Autoscaling a cluster


This page shows you how to autoscale your Standard Google Kubernetes Engine (GKE) clusters. To learn about how the cluster autoscaler works, refer to Cluster autoscaler.

With Autopilot clusters, you don't need to worry about provisioning nodes or managing node pools because node pools are automatically provisioned through node auto-provisioning, and are automatically scaled to meet the requirements of your workloads.

Using cluster autoscaler

The following sections explain how to use cluster autoscaler.
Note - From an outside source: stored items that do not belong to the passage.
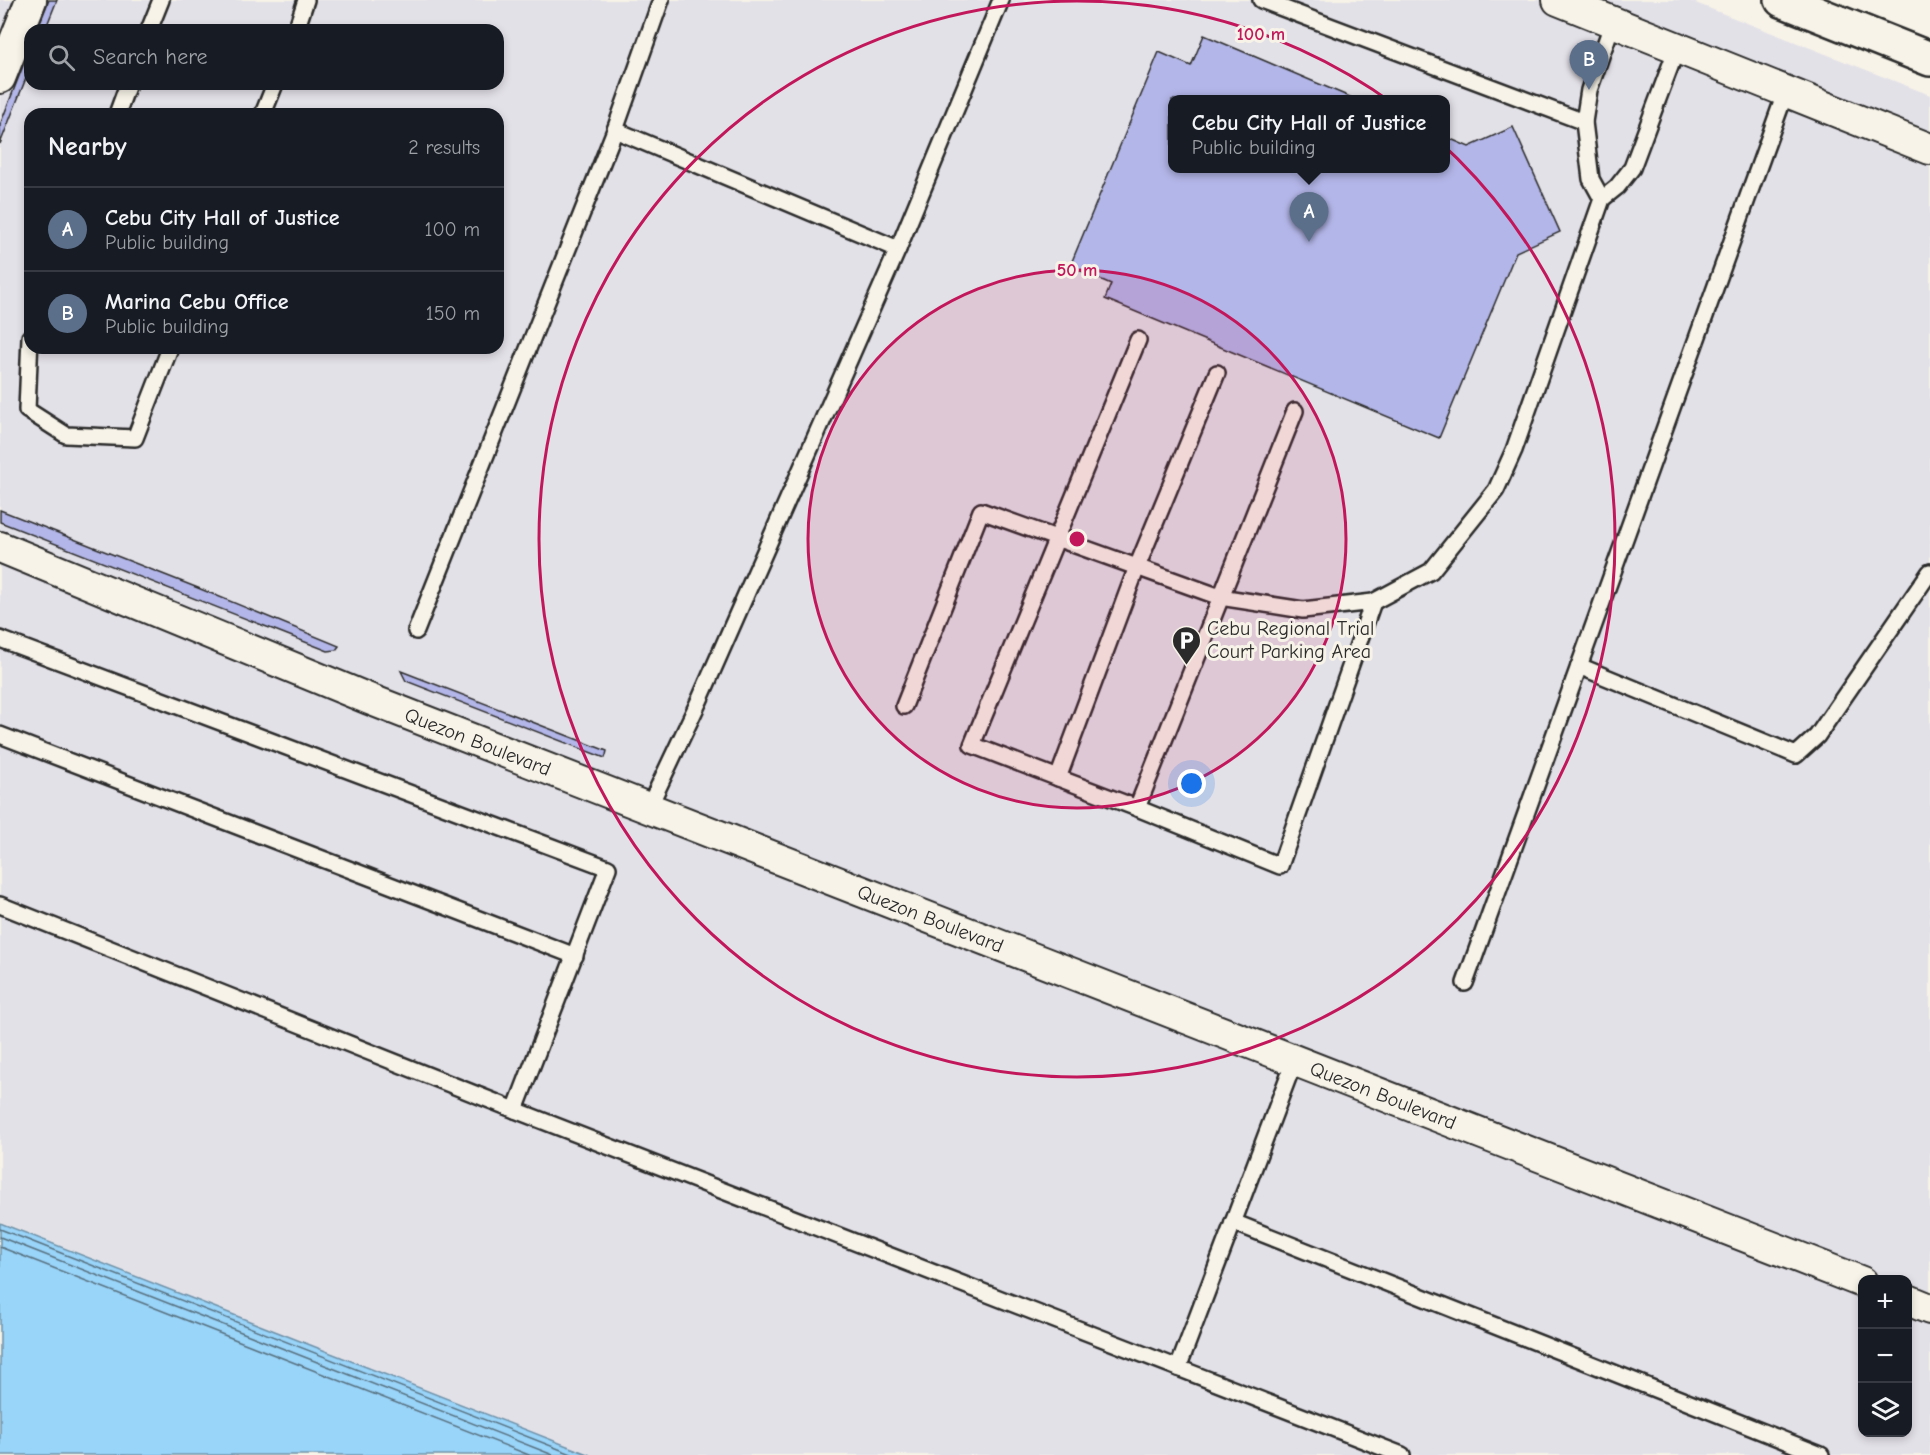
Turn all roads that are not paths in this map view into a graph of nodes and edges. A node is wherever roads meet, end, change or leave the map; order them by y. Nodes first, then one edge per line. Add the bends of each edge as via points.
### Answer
1 (31, 0) edge
2 (161, 0) edge
3 (306, 0) edge
4 (661, 0) edge
5 (1001, 0) edge
6 (1261, 0) edge
7 (1558, 0) edge
8 (1782, 0) edge
9 (1613, 22) junction
10 (151, 24) edge
11 (298, 24) edge
12 (1677, 48) junction
13 (1930, 59) edge
14 (0, 78) edge
15 (126, 90) edge
16 (273, 90) edge
17 (1786, 91) junction
18 (119, 108) edge
19 (265, 108) edge
20 (1584, 122) junction
21 (615, 130) junction
22 (1930, 149) edge
23 (1602, 199) junction
24 (898, 249) junction
25 (1138, 340) dead end
26 (29, 354) edge
27 (168, 354) edge
28 (1217, 373) dead end
29 (1295, 411) dead end
30 (1059, 539) junction
31 (0, 547) edge
32 (1137, 567) junction
33 (1930, 572) edge
34 (1220, 597) junction
35 (1373, 602) junction
36 (416, 631) dead end
37 (0, 639) edge
38 (1579, 666) junction
39 (904, 706) dead end
40 (0, 735) edge
41 (1058, 778) junction
42 (648, 808) junction
43 (1137, 808) junction
44 (0, 905) edge
45 (575, 956) junction
46 (1465, 983) dead end
47 (1295, 1059) junction
48 (515, 1110) junction
49 (1233, 1221) junction
50 (1858, 1280) edge
51 (1912, 1302) edge
52 (1930, 1309) edge
53 (1178, 1368) junction
54 (1402, 1455) edge
55 (1821, 1455) edge

1 - 14 street
2 - 10 lane
3 - 11 lane
4 - 21 lane
5 - 24 lane
6 - 20 lane
7 - 9 street
8 - 13 highway
9 - 12 street
9 - 20 lane via 1589,90
12 - 17 street
12 - 23 lane via 1632,168
15 - 18 lane
16 - 19 lane
17 - 22 street
17 - 38 lane
20 - 23 lane via 1591,179
21 - 24 lane
21 - 36 lane
23 - 35 lane via 1514,450 1496,490 1431,571
24 - 42 lane
25 - 30 lane
26 - 27 lane via 27,410 66,435 135,438
28 - 32 lane
29 - 34 lane
30 - 32 lane
30 - 39 lane via 981,511
30 - 41 lane via 972,745
31 - 42 street, Quezon Boulevard via 358,695
32 - 34 lane
32 - 41 lane
33 - 38 lane via 1817,736 1796,755
34 - 35 lane via 1303,610
34 - 43 lane
35 - 43 lane via 1280,866
37 - 45 lane via 608,868
38 - 46 lane
40 - 45 lane
41 - 43 lane
42 - 47 street, Quezon Boulevard
44 - 48 lane
45 - 48 lane
47 - 49 lane
47 - 50 street, Quezon Boulevard
48 - 53 lane
49 - 53 lane
49 - 55 lane
51 - 52 street
53 - 54 lane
Creating a cluster with autoscaling

You can create a cluster with autoscaling enabled using the Google Cloud CLI or the Google Cloud console.

gcloud

To create a cluster with autoscaling enabled, use the --enable-autoscaling flag and specify --min-nodes and --max-nodes:

gcloud container clusters create CLUSTER_NAME \
    --enable-autoscaling \
    --num-nodes NUM_NODES \
    --min-nodes MIN_NODES \
    --max-nodes MAX_NODES \
    --region=COMPUTE_REGION

Replace the following:

  • CLUSTER_NAME: the name of the cluster to create.
  • NUM_NODES: the number of nodes to create in each location.
  • MIN_NODES: the minimum number of nodes to automatically scale for the specified node pool.
  • MAX_NODES: the maximum number of nodes to automatically scale for the specified node pool.
  • COMPUTE_REGION: the Compute Engine region for the new cluster. For zonal clusters, use --zone=COMPUTE_ZONE.

Example: Creating a cluster with node autoscaling enabled

The following command creates a cluster with 30 nodes. Node autoscaling is enabled and resizes the number of nodes based on cluster load. The cluster autoscaler can reduce the size of the default node pool to 15 nodes or increase the node pool to a maximum of 50 nodes.

gcloud container clusters create my-cluster --enable-autoscaling \
    --num-nodes 30 \
    --min-nodes 15 --max-nodes 50 \
    --zone us-central1-c

Console

To create a new cluster in which the default node pool has autoscaling enabled:

  1. Go to the Google Kubernetes Engine page in the Google Cloud console.

    Go to Google Kubernetes Engine

  2. Click Create.

  3. Configure your cluster as desired.

  4. From the navigation pane, under Node Pools, click default-pool.

  5. Select the Enable autoscaling checkbox.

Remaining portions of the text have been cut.